A acusação do DOJ de 14 de outubro de 2025 contra Chen Zhi (caso 1:25-cr-00416) lista 25 endereços de carteira bitcoin com cerca de 127 271 BTC (avaliados em 15 mil milhões de dólares), todos apreendidos. A análise blockchain e documentação oficial mostram elevada correlação com o ataque ao LuBian:
Correlação direta: A análise blockchain confirma que os 25 endereços da acusação do DOJ correspondem aos endereços finais dos bitcoins roubados ao LuBian em 2020. O relatório da Elliptic indica que estes bitcoins foram subtraídos à operação de mineração do LuBian. A Arkham Intelligence confirma que os fundos apreendidos provêm do roubo ao LuBian.
Evidência na acusação: Embora a acusação do DOJ não mencione diretamente o “LuBian hack”, refere fundos roubados a operações de mineração de bitcoin no Irão e China, coincidindo com os dados da Elliptic e Arkham.
Correlação comportamental: Os bitcoins roubados permaneceram inativos durante quatro anos após o ataque, com apenas pequenas transações de valor residual, até à tomada de posse pelo governo dos EUA em 2024. Esta inatividade é invulgar em hackers tradicionais, apontando para envolvimento estatal. A análise sugere que o governo dos EUA poderá ter assumido controlo já em dezembro de 2020.
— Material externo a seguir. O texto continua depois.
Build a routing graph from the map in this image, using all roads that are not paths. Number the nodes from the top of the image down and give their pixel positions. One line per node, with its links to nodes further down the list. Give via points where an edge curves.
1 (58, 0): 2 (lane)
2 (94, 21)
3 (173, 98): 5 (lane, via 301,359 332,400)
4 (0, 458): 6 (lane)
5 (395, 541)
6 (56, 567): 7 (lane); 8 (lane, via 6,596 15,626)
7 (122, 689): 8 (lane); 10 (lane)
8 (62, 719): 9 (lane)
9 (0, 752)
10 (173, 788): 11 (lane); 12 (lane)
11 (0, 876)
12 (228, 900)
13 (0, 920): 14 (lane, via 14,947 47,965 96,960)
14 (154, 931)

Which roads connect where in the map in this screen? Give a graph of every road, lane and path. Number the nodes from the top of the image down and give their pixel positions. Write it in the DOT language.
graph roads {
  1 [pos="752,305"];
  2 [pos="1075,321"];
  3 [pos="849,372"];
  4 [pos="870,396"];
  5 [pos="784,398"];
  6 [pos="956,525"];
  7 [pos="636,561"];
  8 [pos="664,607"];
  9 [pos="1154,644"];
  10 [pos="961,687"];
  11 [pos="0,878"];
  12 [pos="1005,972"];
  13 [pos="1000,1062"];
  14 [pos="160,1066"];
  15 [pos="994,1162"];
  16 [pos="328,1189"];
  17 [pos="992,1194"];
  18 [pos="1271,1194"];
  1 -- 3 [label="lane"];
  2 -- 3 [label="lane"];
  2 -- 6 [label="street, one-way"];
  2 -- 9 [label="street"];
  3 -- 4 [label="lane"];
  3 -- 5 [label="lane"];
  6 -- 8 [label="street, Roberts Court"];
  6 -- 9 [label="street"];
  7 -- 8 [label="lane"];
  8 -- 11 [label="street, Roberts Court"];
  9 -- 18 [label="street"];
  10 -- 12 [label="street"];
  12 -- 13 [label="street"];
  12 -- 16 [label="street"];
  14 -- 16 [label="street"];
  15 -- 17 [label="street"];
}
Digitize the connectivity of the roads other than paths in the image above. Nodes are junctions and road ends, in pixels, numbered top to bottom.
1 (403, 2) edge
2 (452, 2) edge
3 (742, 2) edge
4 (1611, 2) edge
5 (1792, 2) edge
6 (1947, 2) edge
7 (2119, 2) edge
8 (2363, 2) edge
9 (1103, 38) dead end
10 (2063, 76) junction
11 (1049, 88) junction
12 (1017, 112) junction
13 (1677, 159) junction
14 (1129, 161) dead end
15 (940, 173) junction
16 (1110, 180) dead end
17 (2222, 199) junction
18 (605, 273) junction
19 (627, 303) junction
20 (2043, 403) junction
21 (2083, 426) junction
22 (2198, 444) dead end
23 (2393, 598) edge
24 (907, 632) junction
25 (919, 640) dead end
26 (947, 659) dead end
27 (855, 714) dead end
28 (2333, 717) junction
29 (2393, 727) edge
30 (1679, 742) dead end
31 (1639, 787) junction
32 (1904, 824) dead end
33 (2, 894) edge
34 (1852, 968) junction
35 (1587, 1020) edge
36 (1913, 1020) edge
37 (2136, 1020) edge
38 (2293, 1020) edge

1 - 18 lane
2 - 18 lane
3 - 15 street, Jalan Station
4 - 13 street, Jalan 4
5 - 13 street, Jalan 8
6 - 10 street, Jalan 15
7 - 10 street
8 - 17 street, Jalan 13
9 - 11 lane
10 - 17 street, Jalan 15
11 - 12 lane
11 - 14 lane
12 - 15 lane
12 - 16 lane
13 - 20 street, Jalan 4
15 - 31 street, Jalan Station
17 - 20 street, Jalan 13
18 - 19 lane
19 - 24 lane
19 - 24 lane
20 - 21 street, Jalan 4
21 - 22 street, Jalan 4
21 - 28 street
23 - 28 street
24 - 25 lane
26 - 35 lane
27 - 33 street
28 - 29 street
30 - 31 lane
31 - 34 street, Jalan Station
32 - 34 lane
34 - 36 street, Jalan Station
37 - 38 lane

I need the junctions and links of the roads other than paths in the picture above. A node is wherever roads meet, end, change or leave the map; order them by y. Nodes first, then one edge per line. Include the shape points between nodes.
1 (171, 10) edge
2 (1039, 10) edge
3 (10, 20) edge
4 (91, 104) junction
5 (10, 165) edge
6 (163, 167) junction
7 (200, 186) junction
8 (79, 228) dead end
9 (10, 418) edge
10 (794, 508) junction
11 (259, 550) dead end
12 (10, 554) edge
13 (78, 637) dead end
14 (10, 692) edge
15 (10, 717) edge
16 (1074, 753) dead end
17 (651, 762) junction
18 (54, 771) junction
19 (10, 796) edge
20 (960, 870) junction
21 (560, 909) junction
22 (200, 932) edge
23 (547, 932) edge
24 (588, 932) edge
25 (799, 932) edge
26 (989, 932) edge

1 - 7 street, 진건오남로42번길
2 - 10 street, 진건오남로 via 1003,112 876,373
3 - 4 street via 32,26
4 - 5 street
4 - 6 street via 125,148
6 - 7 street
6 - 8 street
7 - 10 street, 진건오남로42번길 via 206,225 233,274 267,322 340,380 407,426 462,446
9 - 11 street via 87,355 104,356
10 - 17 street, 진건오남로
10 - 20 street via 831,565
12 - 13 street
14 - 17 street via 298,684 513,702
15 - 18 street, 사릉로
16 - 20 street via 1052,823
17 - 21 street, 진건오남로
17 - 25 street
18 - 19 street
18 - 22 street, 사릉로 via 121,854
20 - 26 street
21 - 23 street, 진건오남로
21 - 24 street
O ataque ao LuBian em 2020 teve consequências profundas, levando à dissolução do mining pool e à perda de mais de 90 % dos seus ativos. Os bitcoins roubados têm hoje o valor de 15 mil milhões de dólares, ilustrando como a volatilidade dos preços multiplica o risco.
Este incidente revela riscos sistémicos na geração de números aleatórios no ecossistema cripto. Para evitar vulnerabilidades semelhantes, o setor blockchain deve adotar PRNGs seguros em termos criptográficos. É essencial implementar medidas de defesa em camadas, como carteiras multassinatura, armazenamento a frio e auditorias periódicas, e evitar algoritmos personalizados de geração de chaves privadas. Os mining pools devem adotar monitorização na blockchain em tempo real e alertas de anomalias. Os utilizadores individuais devem rejeitar módulos open-source não verificados de geração de chaves. Este caso demonstra que fraquezas na segurança, mesmo com a transparência da blockchain, podem ter consequências devastadoras — sublinhando a importância da cibersegurança para ativos digitais e para o futuro da economia digital.